A top Hamas official told Breitbart Jerusalem that Hezbollah has weighed in on the tension between Hamas and Iran over the last few days, given the unexpected harshness of Hamas’s reaction and the recent renewal of Iranian financial support for the movement.

Hezbollah has engaged in mediation efforts between the two parties that deteriorated significantly after Hamas officially backed the opposition to Syrian President Bashar al-Assad.

The strain was further exacerbated after the Hamas leadership was expelled from Damascus and settled in Qatar, reaching a low ebb when Iran decided to suspend its financial aid of $200 million annually and effectively breathed life into Hamas’ political as well as military budgets.

The Hamas leadership was split on its Iran policy, and the divisions have run deeper over the last two years, when it became clear that the days of the Syrian regime are not numbered, and that Turkish and Qatari support is not an adequate substitute for Iran’s.

Hamas has so far refrained from accepting Iran’s terms, fearing a backlash from its largely anti-Shi’ite constituency. Even though a Hamas delegation visited Iran earlier this year for the 37th anniversary of the Islamic revolution, none of the participants were top-level leaders.

Hamas has told Hezbollah that it demands an official apology for Aruj’s comments, which Iran has so far refused to issue, the Hamas official told Breitbart Jerusalem.

Breitbart Jerusalem reported last month that Hamas’ military wing has called for stronger ties with Iran following the Turkish-Israeli rapprochement.

Although Hamas congratulated Turkey for its efforts to alleviate Israel’s siege of the Hamas-controlled Gaza Strip, the movement came to realize that it would lead to no major changes on the ground, a Hamas source said.

Only restoring strategic ties with Iran, the source said, will allow Hamas to rearm and replenish its coffers. This view is shared by the Gaza leadership of Hamas, who are less exposed to pressure from other Arab countries that has led the leadership abroad to reject Iranian overtures, the source added.

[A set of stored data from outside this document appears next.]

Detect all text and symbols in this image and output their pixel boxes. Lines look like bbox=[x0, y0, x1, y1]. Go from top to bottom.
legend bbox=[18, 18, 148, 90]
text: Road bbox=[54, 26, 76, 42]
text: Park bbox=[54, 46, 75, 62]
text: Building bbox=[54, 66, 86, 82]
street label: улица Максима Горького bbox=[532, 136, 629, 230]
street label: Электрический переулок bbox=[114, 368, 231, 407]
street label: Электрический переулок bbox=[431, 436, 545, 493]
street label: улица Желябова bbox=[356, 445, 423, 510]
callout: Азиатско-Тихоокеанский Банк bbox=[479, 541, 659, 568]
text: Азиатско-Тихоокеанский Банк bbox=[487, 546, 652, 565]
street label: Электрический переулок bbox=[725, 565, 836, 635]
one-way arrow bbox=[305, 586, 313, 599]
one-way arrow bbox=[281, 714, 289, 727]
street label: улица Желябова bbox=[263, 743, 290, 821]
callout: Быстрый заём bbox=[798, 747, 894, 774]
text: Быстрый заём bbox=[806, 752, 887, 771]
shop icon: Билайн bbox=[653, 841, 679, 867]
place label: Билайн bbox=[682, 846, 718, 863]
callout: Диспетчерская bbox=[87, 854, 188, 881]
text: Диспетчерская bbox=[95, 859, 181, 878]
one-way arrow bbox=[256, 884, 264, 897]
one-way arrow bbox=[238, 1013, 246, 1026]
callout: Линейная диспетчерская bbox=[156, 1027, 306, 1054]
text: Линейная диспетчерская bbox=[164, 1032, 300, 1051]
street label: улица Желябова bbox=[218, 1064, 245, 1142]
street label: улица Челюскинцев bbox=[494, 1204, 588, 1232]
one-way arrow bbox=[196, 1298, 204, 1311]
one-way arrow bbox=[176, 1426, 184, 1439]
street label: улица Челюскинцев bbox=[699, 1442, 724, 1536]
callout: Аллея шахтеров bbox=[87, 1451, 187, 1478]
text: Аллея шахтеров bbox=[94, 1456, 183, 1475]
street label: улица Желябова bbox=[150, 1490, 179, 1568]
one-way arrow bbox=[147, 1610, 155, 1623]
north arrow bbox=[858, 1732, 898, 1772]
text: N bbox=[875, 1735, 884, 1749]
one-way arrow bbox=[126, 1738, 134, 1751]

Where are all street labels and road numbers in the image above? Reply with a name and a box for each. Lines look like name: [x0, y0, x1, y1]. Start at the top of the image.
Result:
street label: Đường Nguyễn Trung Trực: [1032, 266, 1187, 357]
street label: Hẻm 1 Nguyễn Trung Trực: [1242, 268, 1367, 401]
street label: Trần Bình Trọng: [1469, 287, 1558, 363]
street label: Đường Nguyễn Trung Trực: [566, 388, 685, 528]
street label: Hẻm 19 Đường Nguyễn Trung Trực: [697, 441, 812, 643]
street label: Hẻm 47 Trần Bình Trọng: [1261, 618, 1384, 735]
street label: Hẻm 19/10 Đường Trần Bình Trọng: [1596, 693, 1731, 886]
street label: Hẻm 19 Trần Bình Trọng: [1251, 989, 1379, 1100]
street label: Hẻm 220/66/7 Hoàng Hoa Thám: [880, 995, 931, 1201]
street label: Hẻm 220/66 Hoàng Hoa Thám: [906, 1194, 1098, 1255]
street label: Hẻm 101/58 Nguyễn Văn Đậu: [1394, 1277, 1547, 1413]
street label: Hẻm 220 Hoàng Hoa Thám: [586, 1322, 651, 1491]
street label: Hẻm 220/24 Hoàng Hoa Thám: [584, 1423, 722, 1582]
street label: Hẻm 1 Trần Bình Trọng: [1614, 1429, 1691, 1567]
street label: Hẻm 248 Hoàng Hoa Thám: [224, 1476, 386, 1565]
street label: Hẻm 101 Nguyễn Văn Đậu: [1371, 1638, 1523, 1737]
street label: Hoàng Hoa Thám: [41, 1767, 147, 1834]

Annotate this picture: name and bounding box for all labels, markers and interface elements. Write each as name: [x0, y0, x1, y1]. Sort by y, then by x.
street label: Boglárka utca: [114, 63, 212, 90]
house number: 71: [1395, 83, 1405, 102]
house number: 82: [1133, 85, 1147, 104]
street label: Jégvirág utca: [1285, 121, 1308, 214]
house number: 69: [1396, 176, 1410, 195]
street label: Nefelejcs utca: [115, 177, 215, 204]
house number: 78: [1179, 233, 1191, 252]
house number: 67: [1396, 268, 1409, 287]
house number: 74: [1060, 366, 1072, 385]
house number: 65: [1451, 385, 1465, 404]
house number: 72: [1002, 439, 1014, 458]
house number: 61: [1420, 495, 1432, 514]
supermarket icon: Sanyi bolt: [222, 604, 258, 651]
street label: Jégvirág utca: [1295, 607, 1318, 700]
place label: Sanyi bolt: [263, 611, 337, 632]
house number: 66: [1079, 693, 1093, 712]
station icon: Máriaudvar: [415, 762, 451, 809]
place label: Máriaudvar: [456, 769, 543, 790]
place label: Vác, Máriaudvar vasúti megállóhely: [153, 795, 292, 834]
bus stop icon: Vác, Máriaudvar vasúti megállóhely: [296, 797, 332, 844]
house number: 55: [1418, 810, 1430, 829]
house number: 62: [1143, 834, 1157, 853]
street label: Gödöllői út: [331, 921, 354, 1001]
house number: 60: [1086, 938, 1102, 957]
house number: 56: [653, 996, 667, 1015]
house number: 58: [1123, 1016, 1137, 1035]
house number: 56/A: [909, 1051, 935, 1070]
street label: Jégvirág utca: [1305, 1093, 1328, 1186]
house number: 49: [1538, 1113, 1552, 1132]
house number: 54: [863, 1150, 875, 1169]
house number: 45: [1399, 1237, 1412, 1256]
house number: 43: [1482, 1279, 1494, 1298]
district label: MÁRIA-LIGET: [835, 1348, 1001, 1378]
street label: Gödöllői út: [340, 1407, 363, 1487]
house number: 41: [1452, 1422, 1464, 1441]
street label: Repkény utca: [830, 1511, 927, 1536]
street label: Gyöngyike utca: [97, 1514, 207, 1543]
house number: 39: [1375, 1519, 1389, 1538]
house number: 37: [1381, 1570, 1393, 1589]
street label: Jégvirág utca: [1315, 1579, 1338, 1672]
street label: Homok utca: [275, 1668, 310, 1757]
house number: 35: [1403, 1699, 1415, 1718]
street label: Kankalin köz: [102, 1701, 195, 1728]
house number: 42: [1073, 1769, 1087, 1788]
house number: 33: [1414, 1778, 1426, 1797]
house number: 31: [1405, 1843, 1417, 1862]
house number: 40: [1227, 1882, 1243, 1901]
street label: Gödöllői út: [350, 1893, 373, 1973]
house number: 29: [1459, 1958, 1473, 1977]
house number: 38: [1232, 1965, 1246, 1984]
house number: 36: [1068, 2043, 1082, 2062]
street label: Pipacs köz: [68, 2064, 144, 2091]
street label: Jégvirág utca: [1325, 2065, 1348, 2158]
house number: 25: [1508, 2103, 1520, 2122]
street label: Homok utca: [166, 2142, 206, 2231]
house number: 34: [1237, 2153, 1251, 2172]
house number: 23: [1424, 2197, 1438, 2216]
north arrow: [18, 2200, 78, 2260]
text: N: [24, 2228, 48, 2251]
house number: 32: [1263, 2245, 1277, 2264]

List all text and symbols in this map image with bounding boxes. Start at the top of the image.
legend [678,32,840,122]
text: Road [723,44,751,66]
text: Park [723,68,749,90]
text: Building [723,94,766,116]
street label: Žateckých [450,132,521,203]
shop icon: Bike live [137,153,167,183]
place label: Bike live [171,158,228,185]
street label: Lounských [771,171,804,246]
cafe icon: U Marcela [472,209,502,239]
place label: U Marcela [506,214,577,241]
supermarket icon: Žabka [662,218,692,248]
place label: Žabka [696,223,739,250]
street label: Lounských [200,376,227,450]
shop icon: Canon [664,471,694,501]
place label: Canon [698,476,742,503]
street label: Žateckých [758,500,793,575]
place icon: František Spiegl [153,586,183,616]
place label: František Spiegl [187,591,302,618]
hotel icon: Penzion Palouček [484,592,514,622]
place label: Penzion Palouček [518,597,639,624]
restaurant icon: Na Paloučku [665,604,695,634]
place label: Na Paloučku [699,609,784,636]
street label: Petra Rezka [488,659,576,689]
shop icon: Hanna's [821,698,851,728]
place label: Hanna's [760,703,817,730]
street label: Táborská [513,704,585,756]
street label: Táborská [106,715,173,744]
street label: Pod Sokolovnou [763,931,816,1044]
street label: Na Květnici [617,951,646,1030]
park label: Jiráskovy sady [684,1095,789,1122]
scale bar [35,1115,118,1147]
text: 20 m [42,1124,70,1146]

“The external leadership will struggle to last very long, because Arab pressure is not backed up with cash,” he said. “And in any event, the Arab countries back Egypt’s efforts to restore Palestinian Authority control over Gaza.”

“The Turks are very proud that large amounts of humanitarian aid enter the Strip, but that’s an internal Turkish issue because that happens already on a daily basis,” he said.

What we need is a fundamental change that would guarantee rebuilding and alleviate people’s feeling of imprisonment, and these two things aren’t included in the deal. There’s no road map to rebuilding Gaza, and no mention of maritime passage or a seaport.

If the proponents of the deal fail to back it up by a massive cash influx, the opponents will get the upper hand and push for closer ties with Iran – including the far-reaching domestic, diplomatic, and regional ramifications they may bear, especially setting Hamas on a collision course with Israel.